Researchers Elija Perrier and Michael Timothy Bennett have introduced a novel framework for evaluating consciousness and identity in AI agents in their paper 'Time, Identity and Consciousness in Language Model Agents,' accepted for the AAAI 2026 Spring Symposium. The core problem they address is that current evaluations of machine consciousness often rely on observing behavior—like an agent's language and tool use—which can be misleading. An agent can say all the right things about itself without those statements being grounded in a persistent, co-instantiated internal state. The authors argue this creates a gap between 'talking like' a stable self and 'being organized like' one.
To bridge this gap, the researchers apply concepts from Stack Theory, specifically the 'temporal gap,' to scaffold and analyze agent trajectories. This method separates when different ingredients of identity occur within an evaluation window from when they are actually co-instantiated at a single decision-making step. By instantiating Stack Theory's Arpeggio and Chord postulates on grounded identity statements, they derive two computable persistence scores from instrumented agent traces. These scores connect to five concrete operational identity metrics, allowing researchers to map different agent scaffolds into an 'identity morphospace' that reveals predictable trade-offs. The result is a practical, conservative toolkit that moves beyond superficial behavioral checks to assess the structural coherence of an agent's self-model over time.

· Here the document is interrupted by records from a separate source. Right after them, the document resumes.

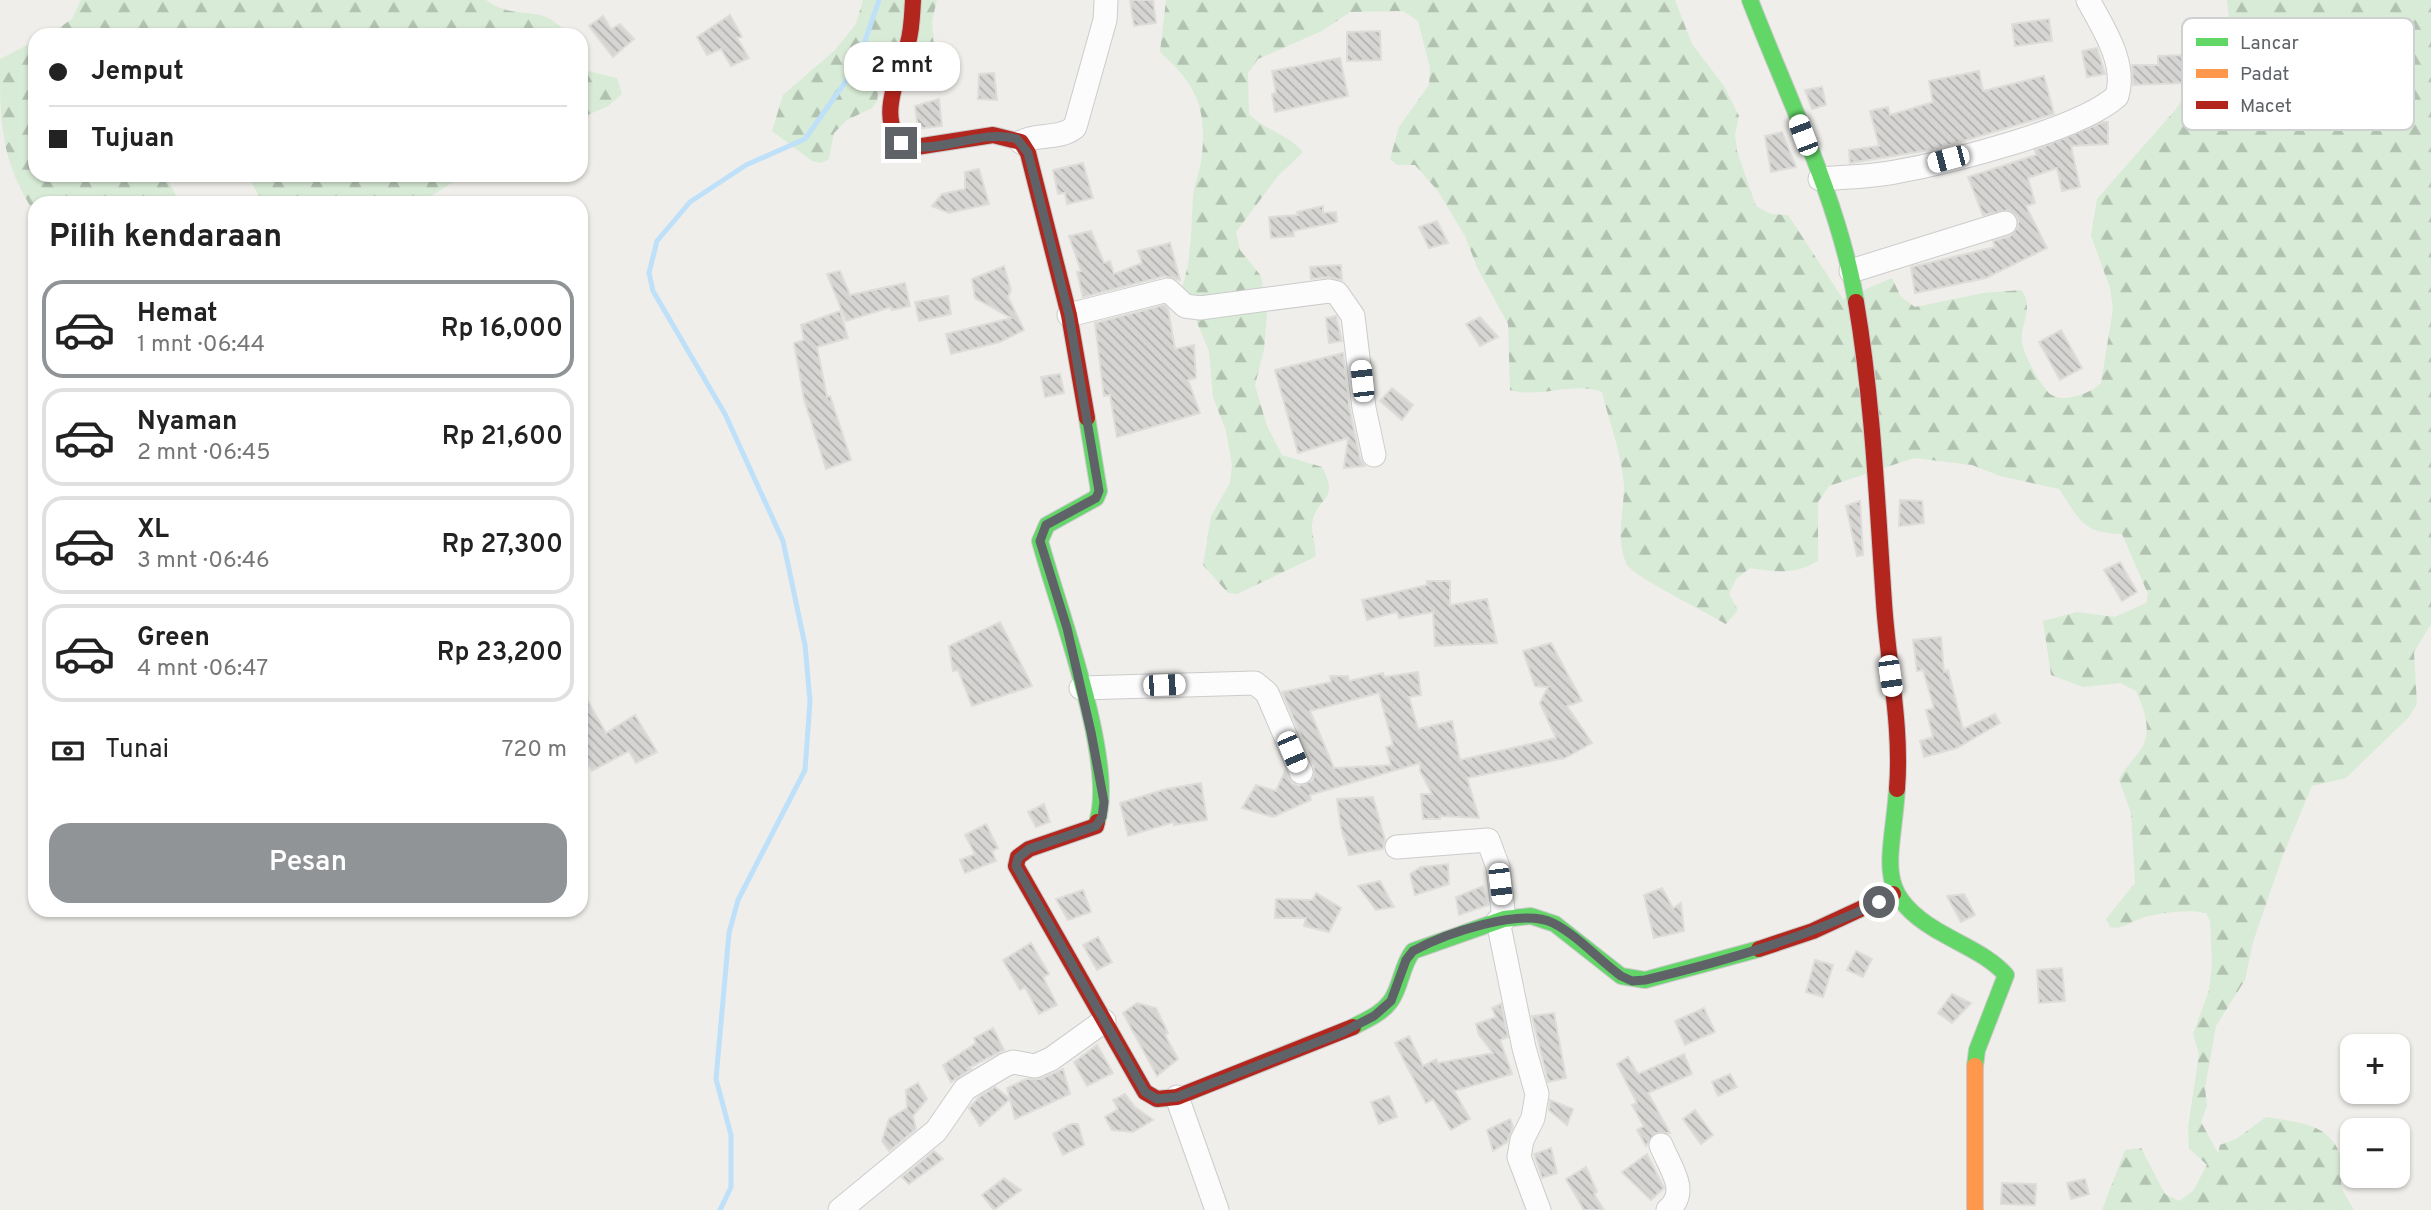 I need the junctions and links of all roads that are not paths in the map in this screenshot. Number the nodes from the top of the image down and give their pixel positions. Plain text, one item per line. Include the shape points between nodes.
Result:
1 (914, 0) edge
2 (1750, 0) edge
3 (2088, 0) edge
4 (1106, 2) dead end
5 (1021, 142) junction
6 (1820, 179) junction
7 (2005, 223) dead end
8 (1851, 271) junction
9 (1069, 315) junction
10 (1374, 455) dead end
11 (1081, 688) junction
12 (1301, 772) dead end
13 (1397, 847) dead end
14 (1894, 894) junction
15 (1501, 920) junction
16 (1104, 1021) junction
17 (1177, 1097) junction
18 (1661, 1145) dead end
19 (840, 1210) edge
20 (1217, 1210) edge
21 (1539, 1210) edge
22 (1668, 1210) edge
23 (1975, 1210) edge

1 - 5 street via 909,40 889,116 897,140 909,146 968,138 1004,137
2 - 6 street
3 - 6 street via 2109,39 2118,69 2117,96 2102,108 2040,134 1926,165
4 - 5 street via 1075,127 1065,134
5 - 9 street via 1028,153
6 - 8 street
7 - 8 street
8 - 14 street via 1876,458 1885,620 1900,755 1890,878
9 - 10 street via 1168,290 1185,306 1200,308 1337,293 1353,316
9 - 11 street via 1099,491 1096,498 1046,525 1040,541
11 - 12 street via 1255,682 1267,693
11 - 16 street via 1102,788 1102,817 1096,826 1029,849 1016,866
13 - 15 street via 1488,840 1498,867
14 - 15 street via 1813,931 1730,960 1632,981 1555,924 1531,916
14 - 23 street via 1936,932 1994,962 2005,974 1974,1070
15 - 17 street via 1413,951 1391,1001 1374,1016
15 - 21 street via 1524,1048 1538,1094 1519,1157
16 - 17 street via 1145,1092 1157,1099
16 - 19 street via 1051,1059 1035,1066 1013,1062 965,1089 936,1130
17 - 20 street
18 - 22 street via 1679,1191 1678,1201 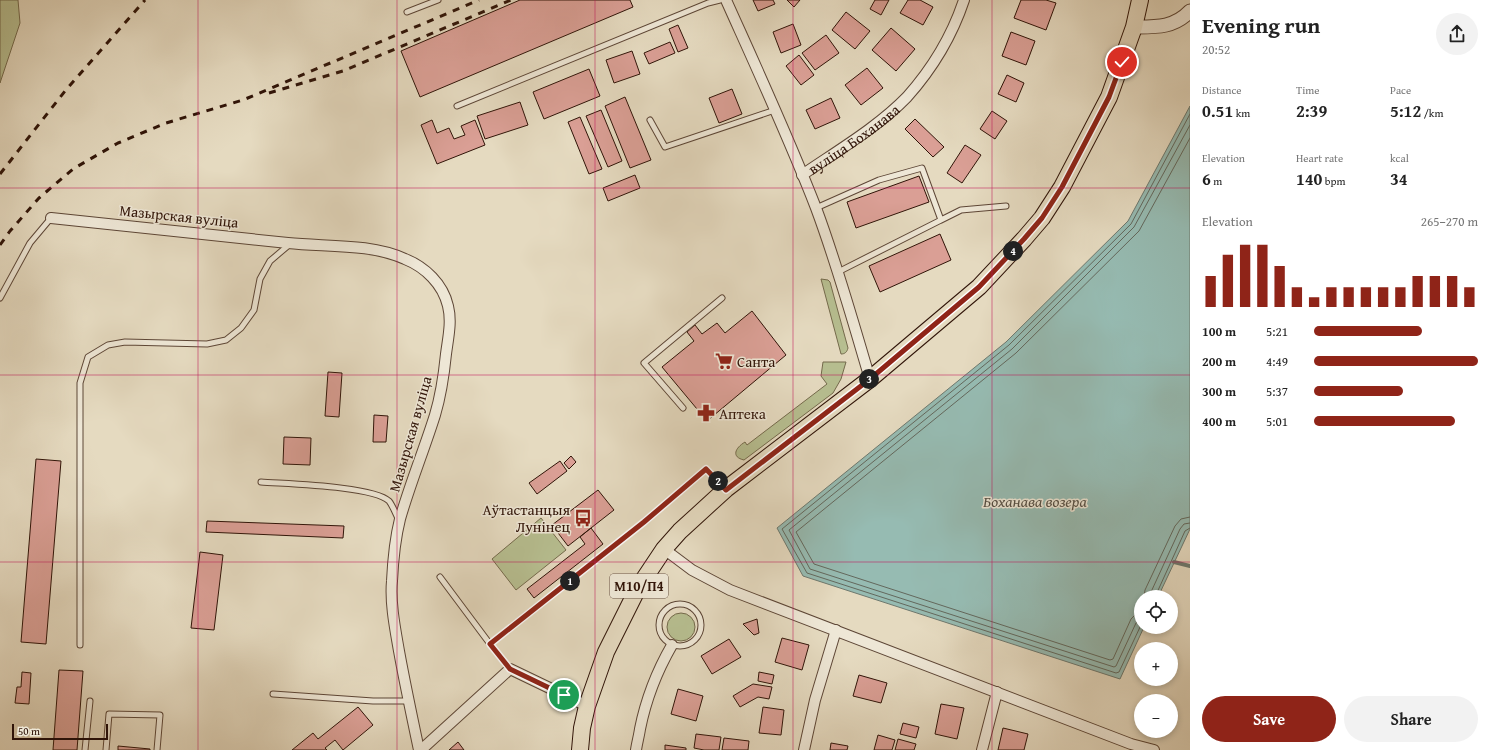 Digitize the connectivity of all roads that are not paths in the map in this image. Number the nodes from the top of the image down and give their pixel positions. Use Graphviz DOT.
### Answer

- Applies Stack Theory's 'temporal gap' to separate scattered identity signals from co-instantiated self-states.
- Derives two persistence scores and five operational metrics to quantify agent identity from behavioral traces.
- Creates an 'identity morphospace' to map scaffolds and expose trade-offs in agent design for researchers.
Why It Matters
Provides concrete tools to build more reliable, consistent AI agents and rigorously test claims about machine consciousness.